There are many complexities to how staff react and consequently cope with stress, and some don’t suffer any adverse effects when dealing with a traumatic incident.2,3 Factors such as age, sex, length of service, family patterns, previous education and previous exposure to stressful incidents all play an intricate part in how one reacts to stress. 26

This poses a challenge in trying to ascertain which members of staff are more likely to be at risk from becoming unwell due to an inability to manage stress. It could be argued that identifying an at-risk individual may in itself be a stressor. All staff should be deemed to be at risk of stress-related illness and be offered the same level of assessment and support.

Peer-to-Peer Screening

Individuals are often concerned that there will be social or occupational implications to a revelation that they have a problem.3 For example, all U.K. ambulance trust employees have access to professional counseling, but this usually requires a referral, which is seldom done due to the stigma of seeking help and is often too late as symptoms are already present.3,27 There needs to be certain sensitivity with any form of staff support in order to address problems that may be socially frowned upon, especially considering the culture within the ambulance service where there’s an expectation that one will have a robust form of resilience toward stress.11,16

The trauma risk management (TRiM) system, which originated in the U.K. military and has been developed over the past decade, is a peer-to-peer screening tool that can identify stress in providers. The assessment is delivered by operational personnel who’ve been trained in psychological risk assessment and have been furnished with a basic understanding of trauma psychology. This basic training isn’t intended to provide the skills to deliver counseling; instead it enables an individual to refer the employee for professional counselling when it’s needed. The peer assessor can also recommend something as simple as a change in working pattern for a period of time.21

The delivery by peers allows robust accessibility and is well-accepted by clinicians.22 The TRiM assessors are also equipped to deliver support and information to the individual’s family.

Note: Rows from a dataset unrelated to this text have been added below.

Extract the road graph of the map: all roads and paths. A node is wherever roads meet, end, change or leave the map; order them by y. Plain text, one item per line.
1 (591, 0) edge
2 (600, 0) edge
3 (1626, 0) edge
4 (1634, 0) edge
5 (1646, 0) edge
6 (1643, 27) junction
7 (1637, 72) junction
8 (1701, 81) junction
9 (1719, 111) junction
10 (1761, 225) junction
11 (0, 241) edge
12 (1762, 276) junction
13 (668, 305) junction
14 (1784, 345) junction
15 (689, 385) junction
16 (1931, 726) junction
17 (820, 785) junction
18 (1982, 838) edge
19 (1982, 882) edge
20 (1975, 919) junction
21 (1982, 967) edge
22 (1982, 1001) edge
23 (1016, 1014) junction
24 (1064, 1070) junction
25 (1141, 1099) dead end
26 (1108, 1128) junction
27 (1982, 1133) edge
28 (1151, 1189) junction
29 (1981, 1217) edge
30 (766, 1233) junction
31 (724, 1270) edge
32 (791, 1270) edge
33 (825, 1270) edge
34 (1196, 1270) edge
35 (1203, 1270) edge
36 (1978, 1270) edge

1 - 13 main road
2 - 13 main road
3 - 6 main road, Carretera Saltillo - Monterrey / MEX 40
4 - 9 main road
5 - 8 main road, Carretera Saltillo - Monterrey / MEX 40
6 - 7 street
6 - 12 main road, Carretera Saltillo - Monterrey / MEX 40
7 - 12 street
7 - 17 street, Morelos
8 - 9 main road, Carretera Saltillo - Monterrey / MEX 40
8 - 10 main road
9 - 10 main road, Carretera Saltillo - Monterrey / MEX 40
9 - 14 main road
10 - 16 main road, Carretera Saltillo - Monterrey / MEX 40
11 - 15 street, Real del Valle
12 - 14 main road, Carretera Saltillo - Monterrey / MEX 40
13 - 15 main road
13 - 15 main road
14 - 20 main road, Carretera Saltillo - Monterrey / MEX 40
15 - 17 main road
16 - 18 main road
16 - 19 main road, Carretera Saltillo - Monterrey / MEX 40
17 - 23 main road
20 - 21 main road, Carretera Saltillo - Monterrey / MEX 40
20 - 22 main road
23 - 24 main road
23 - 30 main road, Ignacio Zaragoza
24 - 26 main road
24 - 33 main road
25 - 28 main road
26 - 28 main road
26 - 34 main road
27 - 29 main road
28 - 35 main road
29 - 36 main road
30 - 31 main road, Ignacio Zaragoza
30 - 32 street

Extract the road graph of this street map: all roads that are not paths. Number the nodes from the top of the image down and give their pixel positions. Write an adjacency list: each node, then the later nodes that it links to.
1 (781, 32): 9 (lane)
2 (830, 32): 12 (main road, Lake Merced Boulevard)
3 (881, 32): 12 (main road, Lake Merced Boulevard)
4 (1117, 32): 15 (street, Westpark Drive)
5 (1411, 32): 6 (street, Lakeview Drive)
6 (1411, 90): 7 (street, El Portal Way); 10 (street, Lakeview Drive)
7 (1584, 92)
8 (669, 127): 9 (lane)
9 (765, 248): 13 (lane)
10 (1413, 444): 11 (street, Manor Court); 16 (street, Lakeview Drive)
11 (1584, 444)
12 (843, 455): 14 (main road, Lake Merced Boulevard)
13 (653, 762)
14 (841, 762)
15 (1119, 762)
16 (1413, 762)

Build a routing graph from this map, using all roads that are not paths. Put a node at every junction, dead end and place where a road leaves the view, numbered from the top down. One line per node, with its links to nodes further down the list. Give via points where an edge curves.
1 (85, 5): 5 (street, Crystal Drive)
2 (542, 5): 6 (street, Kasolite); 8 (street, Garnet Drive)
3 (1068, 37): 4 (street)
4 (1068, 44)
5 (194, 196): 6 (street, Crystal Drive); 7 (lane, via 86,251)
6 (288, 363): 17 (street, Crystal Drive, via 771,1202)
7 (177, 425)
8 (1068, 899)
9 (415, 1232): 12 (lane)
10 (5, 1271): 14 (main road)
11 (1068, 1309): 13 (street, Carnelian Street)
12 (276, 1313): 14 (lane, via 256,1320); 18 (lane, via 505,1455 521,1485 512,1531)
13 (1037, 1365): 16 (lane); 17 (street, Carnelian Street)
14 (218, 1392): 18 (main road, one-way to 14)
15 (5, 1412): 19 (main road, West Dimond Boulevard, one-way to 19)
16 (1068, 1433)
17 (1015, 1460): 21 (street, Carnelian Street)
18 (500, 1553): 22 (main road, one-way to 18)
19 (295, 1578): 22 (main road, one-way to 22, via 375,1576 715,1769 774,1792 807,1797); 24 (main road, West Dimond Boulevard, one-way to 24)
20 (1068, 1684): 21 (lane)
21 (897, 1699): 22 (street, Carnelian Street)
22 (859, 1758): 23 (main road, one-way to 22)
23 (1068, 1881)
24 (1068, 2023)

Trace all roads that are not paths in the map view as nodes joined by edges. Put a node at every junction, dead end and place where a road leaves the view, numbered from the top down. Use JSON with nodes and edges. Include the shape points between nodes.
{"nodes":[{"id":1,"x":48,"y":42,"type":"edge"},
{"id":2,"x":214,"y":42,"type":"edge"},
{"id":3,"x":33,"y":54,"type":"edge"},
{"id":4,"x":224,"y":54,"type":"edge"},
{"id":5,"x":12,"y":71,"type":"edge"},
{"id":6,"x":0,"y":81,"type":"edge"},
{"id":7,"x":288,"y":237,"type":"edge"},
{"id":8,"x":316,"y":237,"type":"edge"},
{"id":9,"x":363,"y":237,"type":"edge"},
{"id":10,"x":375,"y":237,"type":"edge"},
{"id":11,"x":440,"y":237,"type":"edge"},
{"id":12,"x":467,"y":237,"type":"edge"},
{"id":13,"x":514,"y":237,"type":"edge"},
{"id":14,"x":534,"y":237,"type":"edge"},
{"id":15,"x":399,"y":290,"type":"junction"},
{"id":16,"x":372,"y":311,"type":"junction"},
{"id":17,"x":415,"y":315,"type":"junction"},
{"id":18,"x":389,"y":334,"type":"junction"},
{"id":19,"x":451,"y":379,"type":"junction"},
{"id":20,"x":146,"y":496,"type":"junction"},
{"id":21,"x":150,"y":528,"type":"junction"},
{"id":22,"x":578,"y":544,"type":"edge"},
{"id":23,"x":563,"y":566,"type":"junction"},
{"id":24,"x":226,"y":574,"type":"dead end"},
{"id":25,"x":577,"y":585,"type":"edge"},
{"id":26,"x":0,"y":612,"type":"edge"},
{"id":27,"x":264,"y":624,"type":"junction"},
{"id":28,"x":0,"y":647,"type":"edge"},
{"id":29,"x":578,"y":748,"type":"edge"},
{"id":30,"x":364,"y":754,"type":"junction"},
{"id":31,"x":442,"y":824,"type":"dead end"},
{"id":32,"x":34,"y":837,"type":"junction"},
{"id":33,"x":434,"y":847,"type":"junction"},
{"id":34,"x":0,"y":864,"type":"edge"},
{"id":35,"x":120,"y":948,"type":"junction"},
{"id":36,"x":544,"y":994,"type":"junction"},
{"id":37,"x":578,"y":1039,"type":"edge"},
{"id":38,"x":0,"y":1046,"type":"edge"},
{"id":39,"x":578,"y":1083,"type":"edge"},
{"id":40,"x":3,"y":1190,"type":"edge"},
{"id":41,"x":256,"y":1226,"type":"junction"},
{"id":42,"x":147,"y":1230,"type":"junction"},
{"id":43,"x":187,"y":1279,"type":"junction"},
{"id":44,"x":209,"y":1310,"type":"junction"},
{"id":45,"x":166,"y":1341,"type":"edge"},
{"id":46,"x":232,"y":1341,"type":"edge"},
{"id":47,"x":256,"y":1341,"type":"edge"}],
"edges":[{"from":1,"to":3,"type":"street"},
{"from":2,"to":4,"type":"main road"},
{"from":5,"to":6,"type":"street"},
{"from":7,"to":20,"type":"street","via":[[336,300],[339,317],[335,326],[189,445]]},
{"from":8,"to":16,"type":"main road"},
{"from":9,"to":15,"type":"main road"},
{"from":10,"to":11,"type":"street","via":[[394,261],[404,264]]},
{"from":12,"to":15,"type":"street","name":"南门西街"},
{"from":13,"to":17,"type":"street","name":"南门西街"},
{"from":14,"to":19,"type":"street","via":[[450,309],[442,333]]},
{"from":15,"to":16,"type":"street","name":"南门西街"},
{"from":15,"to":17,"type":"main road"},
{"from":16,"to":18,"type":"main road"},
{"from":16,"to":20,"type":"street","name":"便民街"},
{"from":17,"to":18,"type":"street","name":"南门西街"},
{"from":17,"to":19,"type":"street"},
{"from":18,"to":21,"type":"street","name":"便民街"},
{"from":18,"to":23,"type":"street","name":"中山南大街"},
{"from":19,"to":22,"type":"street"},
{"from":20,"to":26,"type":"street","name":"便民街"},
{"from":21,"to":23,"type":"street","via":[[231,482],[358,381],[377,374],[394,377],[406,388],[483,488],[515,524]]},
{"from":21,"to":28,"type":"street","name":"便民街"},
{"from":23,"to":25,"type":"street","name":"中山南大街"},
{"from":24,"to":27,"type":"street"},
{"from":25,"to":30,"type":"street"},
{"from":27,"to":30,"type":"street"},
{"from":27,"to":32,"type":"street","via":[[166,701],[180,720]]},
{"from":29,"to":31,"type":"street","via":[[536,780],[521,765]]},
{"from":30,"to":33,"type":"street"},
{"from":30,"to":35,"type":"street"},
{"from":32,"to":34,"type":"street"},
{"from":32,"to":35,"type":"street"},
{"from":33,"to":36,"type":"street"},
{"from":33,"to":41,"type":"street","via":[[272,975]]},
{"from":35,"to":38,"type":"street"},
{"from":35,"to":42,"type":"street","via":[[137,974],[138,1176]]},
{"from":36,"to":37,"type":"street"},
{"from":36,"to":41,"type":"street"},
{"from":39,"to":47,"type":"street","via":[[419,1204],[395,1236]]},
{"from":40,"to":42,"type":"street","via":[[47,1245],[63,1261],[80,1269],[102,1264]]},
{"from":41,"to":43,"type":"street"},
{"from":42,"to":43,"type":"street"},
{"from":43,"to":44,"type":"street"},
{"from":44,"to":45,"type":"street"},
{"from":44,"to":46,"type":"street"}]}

There’s often a lack of guidance for managers who are requested to speak to staff after a traumatic incident, despite there being published national guidelines in the U.K. After a traumatic incident, TRiM assessors offer a structured risk assessment for the individual who has been exposed to such an event. This allows the organization to follow best practice guidelines. The second TRiM assessment is carried out approximately one month after the incident, therefore reducing the stigma of seeking help by providing peer support.28,29

The expected benefits are to provide information about what to expect when experiencing a traumatic incident. The stigma that exists around seeking help for mental health problems can then also be addressed.3 By providing this support, the organization will be demonstrating a concern for the health and wellbeing of their employees, as well as adhering to their legal and ethical obligations.14 Additionally, the feeling of an abundance or lack of support directly affects the quality of care delivered to the patient.3,30

Conclusion

The key to a successful outcome is early identification of stress.18 The TRiM support method’s intention isn’t to provide treatment—it’s to provide support, information and referral to occupational health for professional counseling if necessary. This in turn will ensure a healthy workforce, enabling staff members to continue to provide the highest care possible to their patient. The feeling of being supported by the organization can also have a positive effect on staff morale.

Because TRiM is peer-led, post-incident asessments are carefully planned, and there’s a follow-up component designed to detect stress symptoms. It can therefore provide organizations with a simple tool to promote resilience and good mental health, and avoid unnecessary involvement from management.